What one to three books have most greatly influenced your life and how?

While there are a lot of books that have been influential for me, one of the books I read recently has influenced my life the most: The Ruthless Elimination of Hurry by John Mark Comer. I just read it earlier this year and because of it, I have learned how to slow down. Life is moving so fast for everyone these days, and with this book, I have learned how to truly live life in the moment.

In the last five years, what new belief or behavior has most improved your life?

Specifically in this past year I have learned that everything does not always work out how you want it to. I was supposed to be in Rome this past spring studying abroad, and because of Covid, that experience got taken away from me. I was disappointed when I first found out they were canceling the trip, and over the next year, so many things would change. However, instead of only looking at the negative aspects of what this year brought, I started choosing to look at and be thankful for the positives. I got to spend more time with family, we got a puppy, and I ended up making amazing friends this year that I most likely would not have made if I were in Rome. Overall, I learned how to truly appreciate all the good things life has given me instead of focusing on the negatives.

Paint me a random picture: a treasured childhood memory.
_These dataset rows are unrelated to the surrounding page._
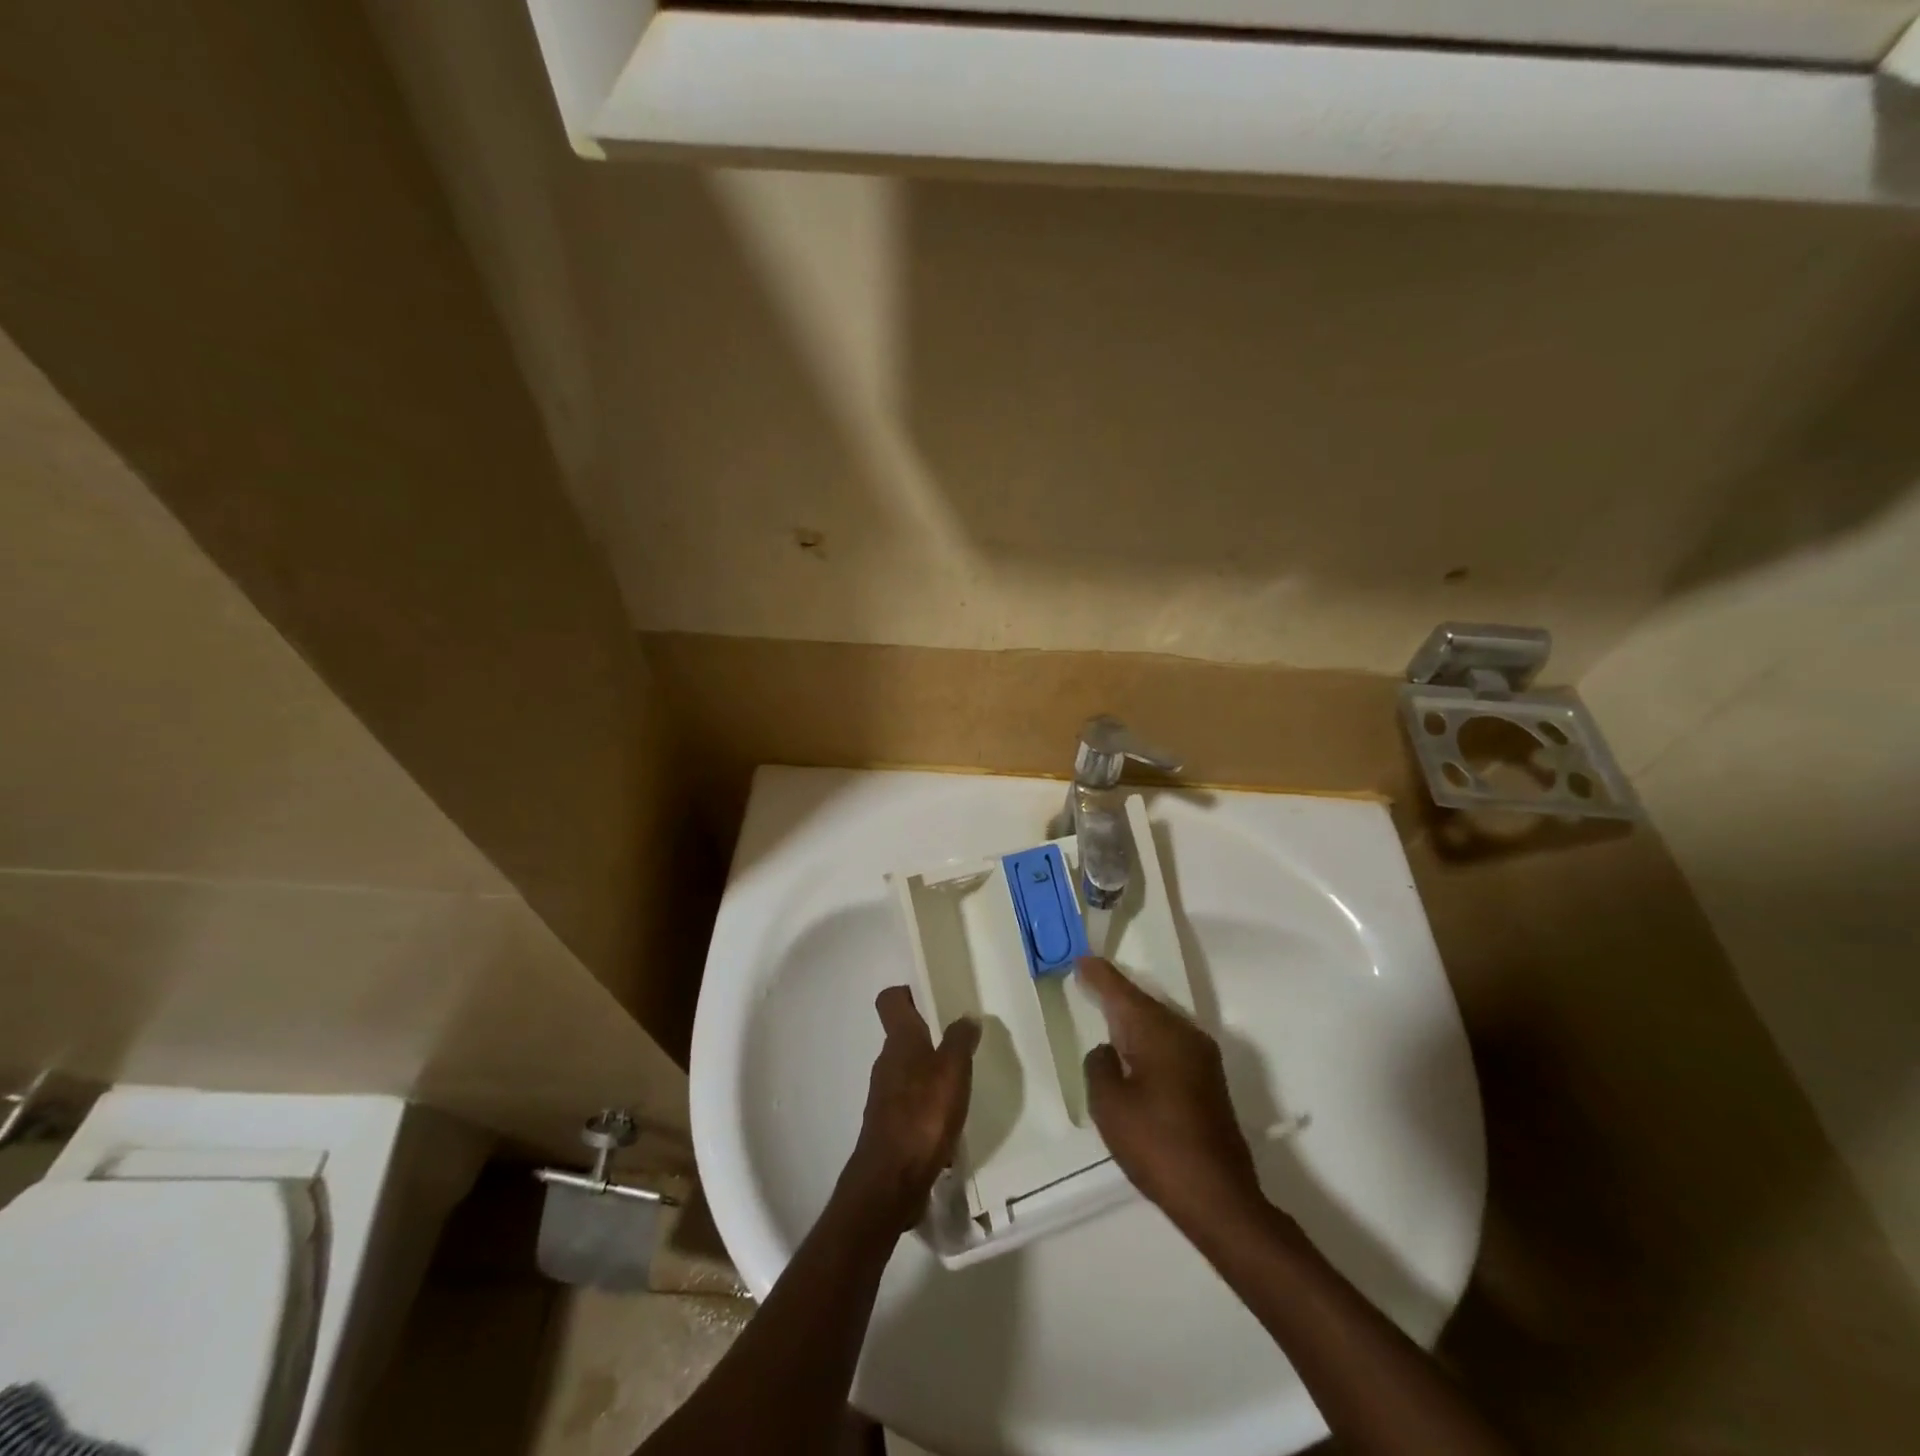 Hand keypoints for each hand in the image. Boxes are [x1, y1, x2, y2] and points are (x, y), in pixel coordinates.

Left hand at [844, 986, 980, 1231]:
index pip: (891, 1000)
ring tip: (961, 1082)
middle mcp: (887, 1062)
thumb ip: (960, 1040)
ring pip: (908, 1070)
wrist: (891, 1181)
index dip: (907, 993)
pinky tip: (950, 1121)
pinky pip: (911, 1103)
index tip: (932, 996)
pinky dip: (928, 1105)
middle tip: (960, 1040)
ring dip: (930, 1072)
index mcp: (900, 1041)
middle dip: (928, 1034)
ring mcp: (885, 1096)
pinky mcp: (889, 1126)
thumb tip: (966, 1016)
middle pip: (902, 1035)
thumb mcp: (952, 1071)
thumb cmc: (923, 1115)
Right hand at [1079, 957, 1262, 1230]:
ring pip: (1159, 1022)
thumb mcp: (1110, 1106)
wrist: (1219, 1197)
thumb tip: (1108, 1051)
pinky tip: (1134, 1050)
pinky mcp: (1209, 1080)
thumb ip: (1099, 1066)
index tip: (1080, 959)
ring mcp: (1202, 1056)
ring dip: (1133, 1017)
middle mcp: (1184, 1033)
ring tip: (1105, 1012)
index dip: (1099, 975)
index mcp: (1158, 1032)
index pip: (1121, 992)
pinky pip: (1170, 1042)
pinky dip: (1148, 1038)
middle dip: (1115, 993)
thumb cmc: (1156, 1146)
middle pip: (1143, 1002)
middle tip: (1087, 981) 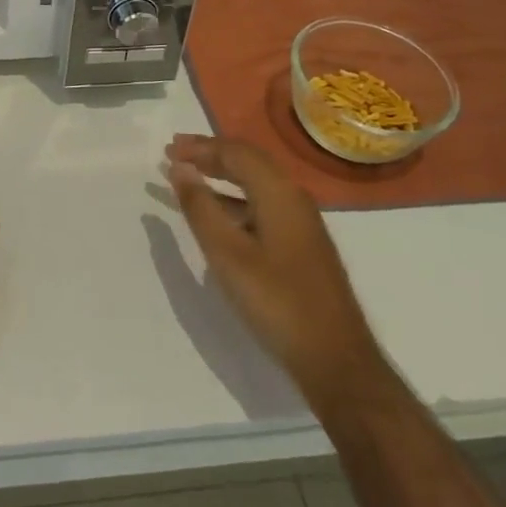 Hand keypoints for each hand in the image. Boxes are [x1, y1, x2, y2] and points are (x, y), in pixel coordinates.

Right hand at [163, 135, 376, 402]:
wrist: (336, 359)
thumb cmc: (277, 303)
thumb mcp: (228, 255)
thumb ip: (201, 208)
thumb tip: (180, 169)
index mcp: (279, 193)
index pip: (236, 152)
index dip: (200, 147)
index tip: (169, 149)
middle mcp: (294, 198)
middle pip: (249, 162)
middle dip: (211, 155)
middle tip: (176, 155)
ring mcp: (302, 222)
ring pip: (256, 183)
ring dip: (221, 176)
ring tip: (189, 180)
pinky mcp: (302, 245)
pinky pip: (262, 204)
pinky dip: (235, 200)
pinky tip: (218, 216) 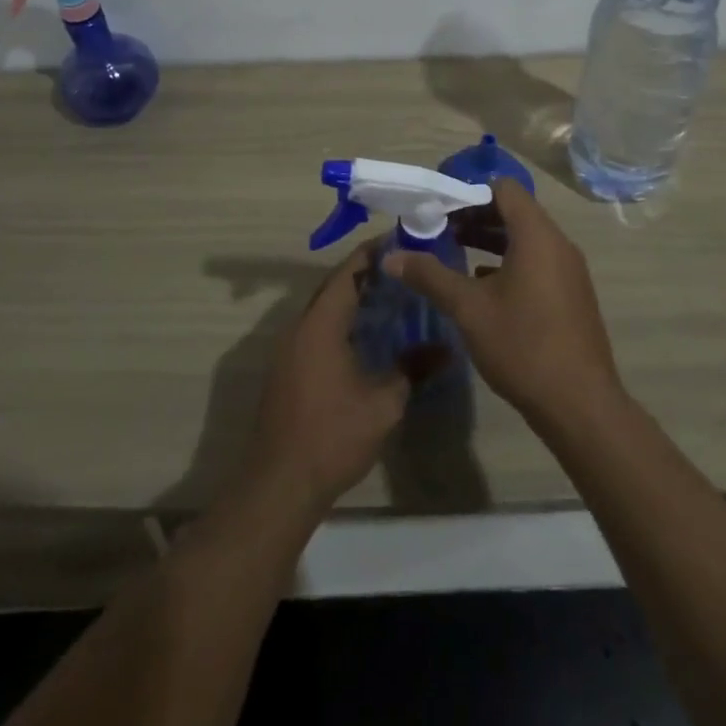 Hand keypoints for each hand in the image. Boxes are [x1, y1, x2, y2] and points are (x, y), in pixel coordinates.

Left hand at [242, 247, 410, 513]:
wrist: (280, 483)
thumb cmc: (333, 435)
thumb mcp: (384, 403)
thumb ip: (413, 368)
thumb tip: (446, 349)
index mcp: (321, 323)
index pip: (348, 272)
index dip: (372, 254)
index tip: (400, 241)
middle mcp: (300, 326)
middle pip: (333, 286)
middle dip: (365, 274)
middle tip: (402, 269)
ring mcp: (289, 348)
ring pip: (323, 309)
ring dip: (352, 299)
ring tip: (390, 297)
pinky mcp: (286, 369)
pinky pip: (316, 329)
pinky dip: (340, 321)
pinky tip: (364, 336)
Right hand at [385, 178, 620, 426]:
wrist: (580, 404)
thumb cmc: (522, 345)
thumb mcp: (468, 308)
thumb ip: (430, 276)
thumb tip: (391, 257)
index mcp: (537, 235)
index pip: (504, 188)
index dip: (469, 191)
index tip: (439, 207)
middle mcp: (558, 244)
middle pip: (514, 211)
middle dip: (475, 216)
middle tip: (439, 229)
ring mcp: (568, 270)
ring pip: (525, 239)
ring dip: (490, 239)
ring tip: (454, 251)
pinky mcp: (571, 294)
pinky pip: (537, 261)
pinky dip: (508, 262)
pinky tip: (481, 284)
Every summer I would travel to Illinois to see my grandparents for about a month. They have a farm, so we would always play baseball in the yard or ride tractors. We would shuck fresh sweet corn for dinner, and in the morning, we would always sit out on the patio and have toast with Apple Barn apple butter. We would cheer on the St. Louis Cardinals and have a big family cookout for the Fourth of July. If we were lucky enough, we would stay later and get to go the State Fair where my favorite thing to do was milk the cows.

What are your pet peeves?

I am a neat freak and hate when something is dirty. I do not mind a cluttered mess occasionally, especially if I have tons of drawings on my desk, but I like to keep things organized and clean.

What is something that most people would be surprised to learn about you?

I am half Greek (my dad is 100 percent Greek), and I have a huge family on my dad’s side that is exactly like the family in My Big Fat Greek Wedding.